Contributing blogger Susan Traylor Lykes was born and raised in the Denver area, a third-generation Coloradan. She spent much of her childhood in the mountains, and took up fly fishing at the tender age of ten, wielding her grandfather’s old bamboo rod and Pflueger reel. After graduating from the University of Vermont, Susan earned a master's degree in Town Planning from the University of Montana. For the past decade, she has focused on nonprofit land conservation and land use, serving on the boards of the Land Trust Alliance, the Teton Regional Land Trust, and the Orton Family Foundation.
Susan and her husband, Mayo, call both sides of the Tetons home. They are enthusiastic travelers and outdoorsmen — hiking, skiing, fly fishing, and bird hunting.

 

 

 

Contributing blogger Jeanne Anderson is a Cheyenne native and graduate of the University of Wyoming who has spent the last 25 years as a writer, PR consultant, columnist, and editor.
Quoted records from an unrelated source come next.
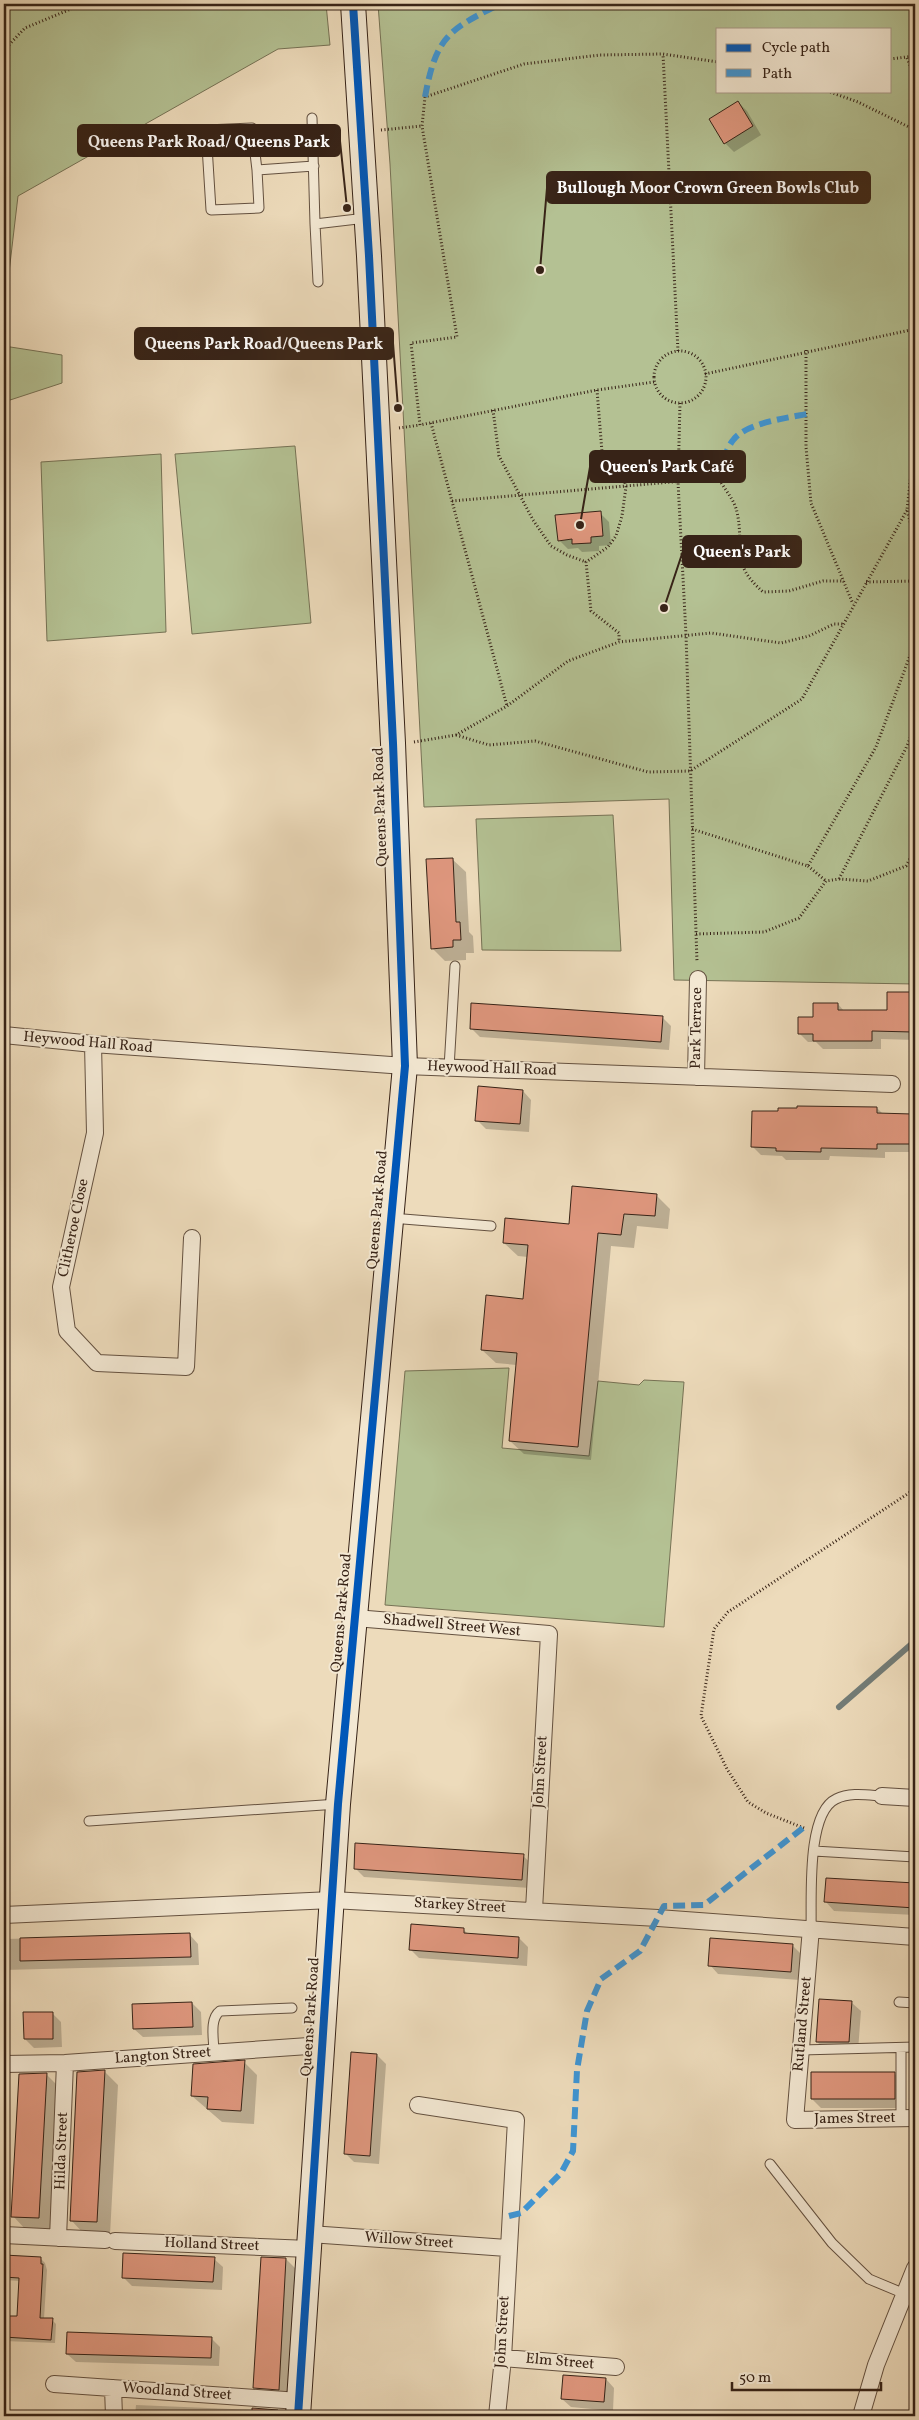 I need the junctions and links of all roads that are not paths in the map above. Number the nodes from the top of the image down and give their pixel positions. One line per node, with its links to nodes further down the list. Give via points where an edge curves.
1 (353, 4): 5 (street, Queens Park Road)
2 (312, 118): 3 (lane)
3 (314, 166): 4 (lane); 6 (lane)
4 (257, 170): 4 (lane, via 260,208 211,210 206,130 252,128)
5 (366, 218): 6 (lane); 12 (street, Queens Park Road, via 393,743)
6 (315, 224): 7 (lane)
7 (318, 282)
8 (455, 966): 13 (lane)
9 (698, 979): 14 (street, Park Terrace)
10 (4, 1035): 11 (street, Heywood Hall Road)
11 (93, 1044): 12 (street, Heywood Hall Road); 18 (street, Clitheroe Close, via 95,1133 61,1287 67,1331 97,1362 186,1367)
12 (405, 1066): 13 (street, Heywood Hall Road); 16 (street, Queens Park Road)
13 (449, 1068): 14 (street, Heywood Hall Road)
14 (696, 1077): 15 (street, Heywood Hall Road)
15 (892, 1084)
16 (391, 1218): 17 (lane); 19 (street, Queens Park Road)
17 (491, 1226)
18 (192, 1238)
19 (355, 1618): 20 (street, Shadwell Street West); 23 (street, Queens Park Road)
20 (549, 1634): 28 (street, John Street)
21 (882, 1796): 22 (street); 25 (lane, via 854,1794 836,1798 828,1804 820,1815)
22 (915, 1798)
23 (338, 1804): 24 (lane); 27 (street, Queens Park Road)
24 (89, 1820)
25 (814, 1851): 26 (lane); 30 (lane)
26 (915, 1857)
27 (332, 1900): 28 (street, Starkey Street); 29 (street, Starkey Street); 35 (street, Queens Park Road)
28 (534, 1910): 30 (street, Starkey Street)
29 (4, 1915)
30 (811, 1928): 31 (street, Starkey Street); 38 (street, Rutland Street)
31 (915, 1937)
32 (898, 2002): 33 (lane)
33 (915, 2003)
34 (292, 2008): 39 (lane, via 220,2011 213,2020)
35 (323, 2045): 39 (street, Langton Street); 48 (street, Queens Park Road)
36 (915, 2047): 37 (lane)
37 (902, 2048): 38 (lane); 43 (lane)
38 (801, 2050): 44 (street, Rutland Street)
39 (214, 2053): 40 (street, Langton Street)
40 (65, 2063): 41 (street, Langton Street); 47 (street, Hilda Street)
41 (4, 2064)
42 (418, 2105): 49 (street, John Street, via 516,2120)
43 (908, 2118): 44 (street, James Street)
44 (795, 2120)
45 (770, 2164): 51 (lane, via 832,2243 869,2279)
46 (4, 2235): 47 (street, Holland Street)
47 (58, 2238): 48 (street, Holland Street)
48 (310, 2241): 49 (street, Willow Street); 56 (street, Queens Park Road)
49 (507, 2248): 52 (street, John Street)
50 (915, 2268): 51 (street)
51 (905, 2294): 59 (street, via 876,2365)
52 (503, 2358): 53 (street, Elm Street); 58 (street, John Street)
53 (616, 2367)
54 (54, 2384): 55 (street, Woodland Street)
55 (113, 2388): 56 (street, Woodland Street); 57 (street)
56 (299, 2409)
57 (114, 2416)
58 (497, 2416)
59 (861, 2416)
Her passions include hiking, cooking reading, traveling, community, and creativity (she’s in her third term on the Idaho Commission on the Arts). She credits her broad practical streak to her parents, who started the first travel agency in the Cowboy State—from them she learned “every bathroom in the world is down the hall and to the left.” Jeanne and her husband Peter started Dark Horse Books in Driggs in 1995; their two-year experiment lasted 14 years. Now out from behind the bookstore counter, she’s looking forward to many new adventures.